Here’s me, a fresh faced 15 year old. I was frequently sneaking to my boyfriend’s flat at the weekends and very rarely thinking negatively about my body. I was however, just under 6 foot tall which made me quite the target for bullying:
I would give anything to tell that girl that she is beautiful. That the boys only bullied her cause she had a cracking rack (true story); mostly, I wish I could have warned her, to mentally prepare herself for the idea that her body is not always going to follow the path she hopes or imagines. To enjoy her defined bone structure and ability to fit in most high street clothes while it lasts. Hindsight is a tricky old friend.
Back to self doubt. Four years ago, at the age of 21 I completed a degree in Music Theatre. I thought I knew what I’d spend my life doing. There were stars in my eyes and I was intimidated by what it meant to pay council tax. Suddenly, the shit hits the fan and my body hits the deck. Hypothyroidism (especially undiagnosed) is an absolute bitch, and I will happily elaborate on that statement soon, but for now lets just call it moody-sad-fatty-disease.
For a long time it made me moody, sad, and it caused me to gain a lot of unwanted weight. Years of depression, totally losing my personal style and one very patient fiancé later, I realised that I had to change my mind before I had any chance of changing my body.

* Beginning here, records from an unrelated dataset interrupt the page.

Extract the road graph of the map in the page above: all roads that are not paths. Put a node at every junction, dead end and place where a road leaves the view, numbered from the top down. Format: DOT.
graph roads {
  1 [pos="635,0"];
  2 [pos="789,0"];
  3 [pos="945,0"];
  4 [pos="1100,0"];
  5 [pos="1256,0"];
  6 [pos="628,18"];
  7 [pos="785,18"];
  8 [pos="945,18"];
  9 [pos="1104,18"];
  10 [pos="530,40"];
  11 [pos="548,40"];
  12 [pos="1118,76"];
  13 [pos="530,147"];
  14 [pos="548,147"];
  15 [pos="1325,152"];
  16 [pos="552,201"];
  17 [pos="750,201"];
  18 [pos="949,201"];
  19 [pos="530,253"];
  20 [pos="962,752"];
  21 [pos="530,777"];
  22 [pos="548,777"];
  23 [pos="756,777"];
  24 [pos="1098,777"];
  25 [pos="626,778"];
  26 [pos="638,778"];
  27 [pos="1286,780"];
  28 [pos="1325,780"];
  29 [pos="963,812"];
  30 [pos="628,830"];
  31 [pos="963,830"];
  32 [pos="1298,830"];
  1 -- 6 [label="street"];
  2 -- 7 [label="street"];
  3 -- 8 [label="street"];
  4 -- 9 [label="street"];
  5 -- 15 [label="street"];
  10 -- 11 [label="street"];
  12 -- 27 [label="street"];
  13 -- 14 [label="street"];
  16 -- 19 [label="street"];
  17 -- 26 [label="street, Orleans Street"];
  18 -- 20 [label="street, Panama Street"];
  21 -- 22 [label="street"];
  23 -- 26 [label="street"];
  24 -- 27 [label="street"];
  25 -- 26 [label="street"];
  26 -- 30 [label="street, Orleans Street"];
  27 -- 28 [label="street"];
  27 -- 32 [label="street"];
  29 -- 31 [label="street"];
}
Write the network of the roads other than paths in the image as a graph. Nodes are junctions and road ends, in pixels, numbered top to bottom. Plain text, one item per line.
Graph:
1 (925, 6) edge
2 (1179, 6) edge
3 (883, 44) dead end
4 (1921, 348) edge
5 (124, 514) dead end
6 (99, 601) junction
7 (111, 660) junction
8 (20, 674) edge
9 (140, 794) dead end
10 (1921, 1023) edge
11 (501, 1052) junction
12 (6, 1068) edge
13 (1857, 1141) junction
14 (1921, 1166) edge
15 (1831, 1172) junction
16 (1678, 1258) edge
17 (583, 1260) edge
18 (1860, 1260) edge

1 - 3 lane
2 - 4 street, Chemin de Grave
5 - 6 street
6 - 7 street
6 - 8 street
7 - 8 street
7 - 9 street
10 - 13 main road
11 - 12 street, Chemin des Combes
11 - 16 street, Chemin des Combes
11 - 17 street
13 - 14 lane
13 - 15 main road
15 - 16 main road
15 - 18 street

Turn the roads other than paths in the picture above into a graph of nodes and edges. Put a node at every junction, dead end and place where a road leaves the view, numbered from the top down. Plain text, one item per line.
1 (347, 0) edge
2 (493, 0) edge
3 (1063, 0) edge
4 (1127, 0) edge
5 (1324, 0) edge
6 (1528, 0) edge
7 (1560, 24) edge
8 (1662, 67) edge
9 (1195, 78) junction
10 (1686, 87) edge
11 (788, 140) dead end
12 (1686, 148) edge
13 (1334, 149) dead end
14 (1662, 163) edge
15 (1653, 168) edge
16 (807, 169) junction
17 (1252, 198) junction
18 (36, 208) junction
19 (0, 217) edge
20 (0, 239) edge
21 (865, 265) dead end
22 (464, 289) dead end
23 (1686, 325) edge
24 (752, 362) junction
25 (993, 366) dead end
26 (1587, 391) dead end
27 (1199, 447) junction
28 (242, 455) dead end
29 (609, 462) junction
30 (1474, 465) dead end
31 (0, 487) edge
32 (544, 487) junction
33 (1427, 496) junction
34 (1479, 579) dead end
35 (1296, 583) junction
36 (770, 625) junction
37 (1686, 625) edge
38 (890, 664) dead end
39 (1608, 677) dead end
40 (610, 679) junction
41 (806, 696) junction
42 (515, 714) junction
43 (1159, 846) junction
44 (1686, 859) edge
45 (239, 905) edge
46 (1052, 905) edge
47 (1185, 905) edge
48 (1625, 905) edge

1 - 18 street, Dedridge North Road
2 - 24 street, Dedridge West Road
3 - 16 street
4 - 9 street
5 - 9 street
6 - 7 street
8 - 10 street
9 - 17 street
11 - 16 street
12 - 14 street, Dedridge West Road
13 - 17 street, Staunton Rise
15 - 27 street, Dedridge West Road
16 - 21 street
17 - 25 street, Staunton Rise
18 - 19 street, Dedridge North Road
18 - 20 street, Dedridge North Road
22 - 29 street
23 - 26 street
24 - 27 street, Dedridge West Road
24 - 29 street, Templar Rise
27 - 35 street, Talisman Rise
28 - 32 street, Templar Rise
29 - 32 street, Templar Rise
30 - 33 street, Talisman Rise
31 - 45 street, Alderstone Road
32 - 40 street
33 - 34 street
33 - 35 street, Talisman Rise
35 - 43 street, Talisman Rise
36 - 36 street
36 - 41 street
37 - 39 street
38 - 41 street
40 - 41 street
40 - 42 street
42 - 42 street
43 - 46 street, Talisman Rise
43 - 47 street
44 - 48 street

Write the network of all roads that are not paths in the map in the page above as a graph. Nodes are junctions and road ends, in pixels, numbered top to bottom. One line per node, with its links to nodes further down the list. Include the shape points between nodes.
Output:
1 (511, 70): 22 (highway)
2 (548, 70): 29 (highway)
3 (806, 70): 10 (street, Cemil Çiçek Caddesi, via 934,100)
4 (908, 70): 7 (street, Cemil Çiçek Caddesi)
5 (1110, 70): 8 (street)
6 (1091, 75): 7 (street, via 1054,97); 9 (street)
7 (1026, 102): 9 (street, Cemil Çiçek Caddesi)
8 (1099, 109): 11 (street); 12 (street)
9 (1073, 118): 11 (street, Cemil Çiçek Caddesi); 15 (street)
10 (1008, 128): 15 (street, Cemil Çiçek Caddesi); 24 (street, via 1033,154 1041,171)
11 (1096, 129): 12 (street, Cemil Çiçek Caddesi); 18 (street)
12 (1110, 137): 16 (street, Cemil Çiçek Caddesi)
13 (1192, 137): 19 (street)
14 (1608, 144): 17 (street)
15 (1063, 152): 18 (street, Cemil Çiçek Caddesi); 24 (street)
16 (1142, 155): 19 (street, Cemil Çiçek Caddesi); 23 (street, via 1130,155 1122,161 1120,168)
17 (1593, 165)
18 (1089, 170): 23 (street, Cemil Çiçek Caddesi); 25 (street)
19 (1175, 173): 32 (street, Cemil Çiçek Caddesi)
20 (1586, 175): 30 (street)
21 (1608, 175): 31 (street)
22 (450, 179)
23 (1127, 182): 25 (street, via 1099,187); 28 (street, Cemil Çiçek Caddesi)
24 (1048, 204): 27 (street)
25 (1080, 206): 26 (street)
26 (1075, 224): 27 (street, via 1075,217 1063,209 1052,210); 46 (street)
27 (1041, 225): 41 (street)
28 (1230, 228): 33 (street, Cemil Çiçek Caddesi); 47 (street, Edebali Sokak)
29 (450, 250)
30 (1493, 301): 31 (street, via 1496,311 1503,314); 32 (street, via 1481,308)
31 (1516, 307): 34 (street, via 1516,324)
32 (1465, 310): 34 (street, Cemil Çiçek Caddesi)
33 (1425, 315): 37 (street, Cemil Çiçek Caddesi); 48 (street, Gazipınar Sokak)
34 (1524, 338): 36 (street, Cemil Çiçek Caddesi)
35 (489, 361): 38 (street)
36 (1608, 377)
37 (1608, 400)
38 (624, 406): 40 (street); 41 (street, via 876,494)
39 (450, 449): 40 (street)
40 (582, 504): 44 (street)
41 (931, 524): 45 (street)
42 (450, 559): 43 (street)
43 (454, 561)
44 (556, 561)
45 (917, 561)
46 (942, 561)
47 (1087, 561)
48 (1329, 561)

Photo by Ian Brooke, MUAH by Ewa Baberska at HMS Vintage
This was the best decision I ever made. You will learn about my journey as we go along with this blog, but for now I’ll say this: I have never been happier with myself. I have spent the last year working my way up to publicly advertising myself as a plus size model. I know, right?! How on earth can you go from avoiding your whole body in the mirror to letting thousands of people have unlimited access to it? It’s not been easy, and accepting yourself is one of the hardest things we can do, but I hope to inspire as proof that ‘before’ and ‘after’ does not always have to be in the order that society dictates.
WOW, that’s a little heavy for a first blog post! I’ll make sure the next one is a bit more warm and fluffy!